The Visegrád Group (Czechs, Hungarians, Poles, and Slovaks, and now cooperating with the government of the 32-year-old Austrian chancellor, Sebastian Kurz) have institutions that only date from the early Nineties, and in Austria’s case, 1955, and they can hardly claim the same attachment to their institutions as the British, or the same concern about borders and demography as the United States. But they too see the limitations of the European Union, and some of them are playing a potentially hazardous game of allowing Russia to woo them, to counterbalance Brussels and the Franco-German suzerainty of Europe, while raising their NATO participations and generally placating the United States to counterbalance the Russians. The Austrians and Hungarians have some background in this sort of maneuvering in the chancelleries of Central Europe, with such statesmen as Metternich and Andrassy (19th-century Austrian and Hungarian leaders), but the other Visegrád countries are out of their depth, diplomatically and given the correlation of forces with the nations between which they are maneuvering.

As for Brazil, that political turn has nothing to do with immigration or foreign influence. The president-elect, Jair Bolsonaro, benefited from an assassination attempt but his victory is chiefly a reaction to three consecutive presidents who have been mired in scandal. Three-term ex-president Lula da Silva was briefly imprisoned. His chosen successor, Dilma Rousseff, was impeached and removed from office for corruption, but there was no stomach to try to imprison her, perhaps because her successor, President Michel Temer, has also been charged with embezzlement and corruption and has natural reservations about the whole concept of sending ex-presidents to prison. It is indicative of the declining prestige of these great offices that countries in different regions are experimenting with imprisonment of their leaders. Peru, South Korea, and Israel have all engaged in this form of retribution, as well as the Pakistanis, modern pioneers of the system.

But none of this has anything to do with a general movement of populism. There is no such movement. Nor is populism fascistic. It displeases leftist elites because, as its name implies, it hands control of the political system to more broadly based sources of political power. All professedly democratic countries officially applaud any such development. What has been exceptionally sleazy and dishonest has been the attempt to represent President Trump’s championship of a more Americentric definition of national interest as “white nationalism,” an outrageous slander and profanation, and to imply that his opposition to illegal immigration is racist. The word “nationalist” in the U.S. is now the subject of a pre-electoral hijack attempt by the 90 percent of the national media that is hostile to the president. It is trying to portray Donald Trump, who has no blemishes in his career, of hostility to any minorities, as someone who defines American nationalism as something out of Birth of a Nation. Washington, Jefferson, Lincoln, the Roosevelts, Truman, Eisenhower, and Reagan were all nationalists in the sense that Trump is using the word.

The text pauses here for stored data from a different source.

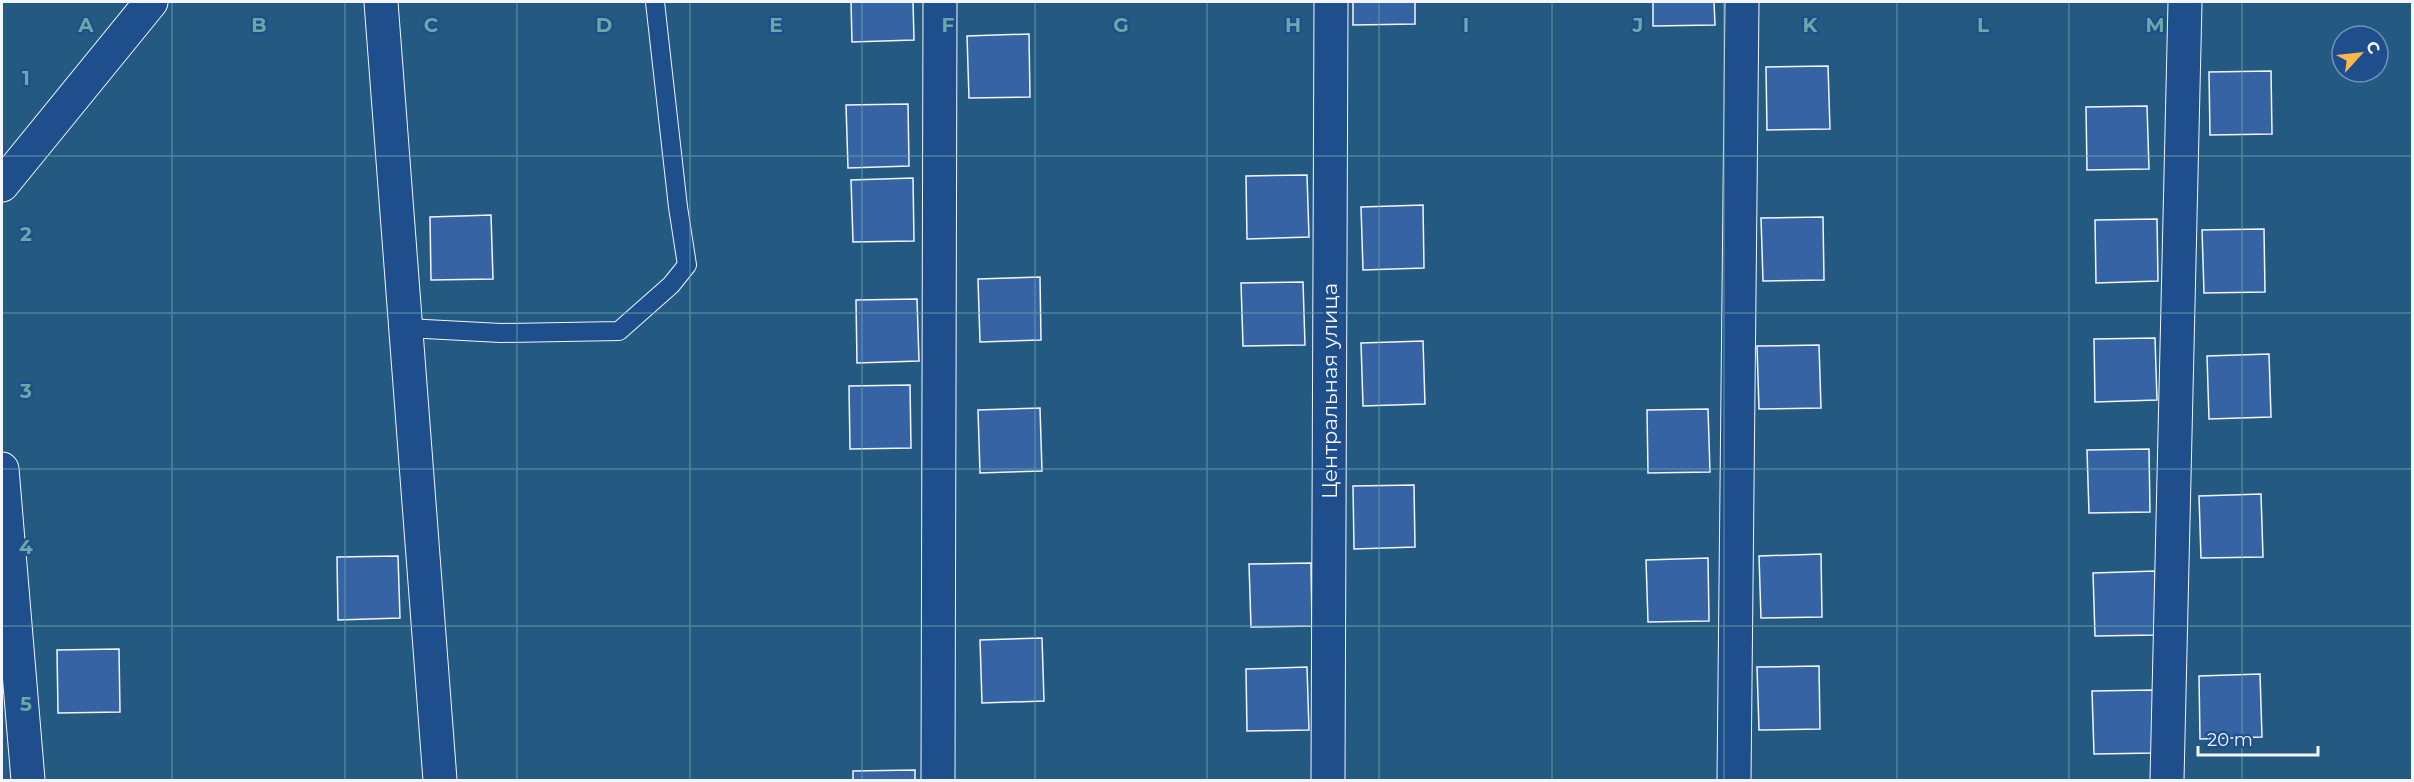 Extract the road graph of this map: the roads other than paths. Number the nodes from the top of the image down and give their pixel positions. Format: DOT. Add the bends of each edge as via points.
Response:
graph roads {
  1 [pos="151,2"];
  2 [pos="381,2"];
  3 [pos="654,2"];
  4 [pos="940,2"];
  5 [pos="1331,2"];
  6 [pos="1742,2"];
  7 [pos="2185,2"];
  8 [pos="2,185"];
  9 [pos="406,328"];
  10 [pos="2,469"];
  11 [pos="28,780"];
  12 [pos="441,780"];
  13 [pos="938,780"];
  14 [pos="1328,780"];
  15 [pos="1734,780"];
  16 [pos="2167,780"];
  1 -- 8 [label="street"];
  2 -- 9 [label="street"];
  3 -- 9 [label="lane" via="687,265 619,331 501,333"];
  4 -- 13 [label="street"];
  5 -- 14 [label="street, Центральная улица"];
  6 -- 15 [label="street"];
  7 -- 16 [label="street"];
  9 -- 12 [label="street"];
  10 -- 11 [label="street"];
}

There was some of this in the complaints about the president and his family visiting the Tree of Life Synagogue in Pittsburgh this week. The Jewish community of the United States will wait a long time to find a more philo-Semitic president than this one, or a greater friend of Israel. The demonstrations against him in Pittsburgh, grossly exaggerated by the Trump-hating media, were a disgrace and perhaps a justification for his untimely revival of references to the Fake News media as “enemies of the people.” In all of the circumstances, that is a tendentious assertion we could do without and could be better said. This latest defamation of the president will not fly with the country. Donald Trump has his shortcomings, but any trace of bigotry or group bias is not among them, and the country knows it.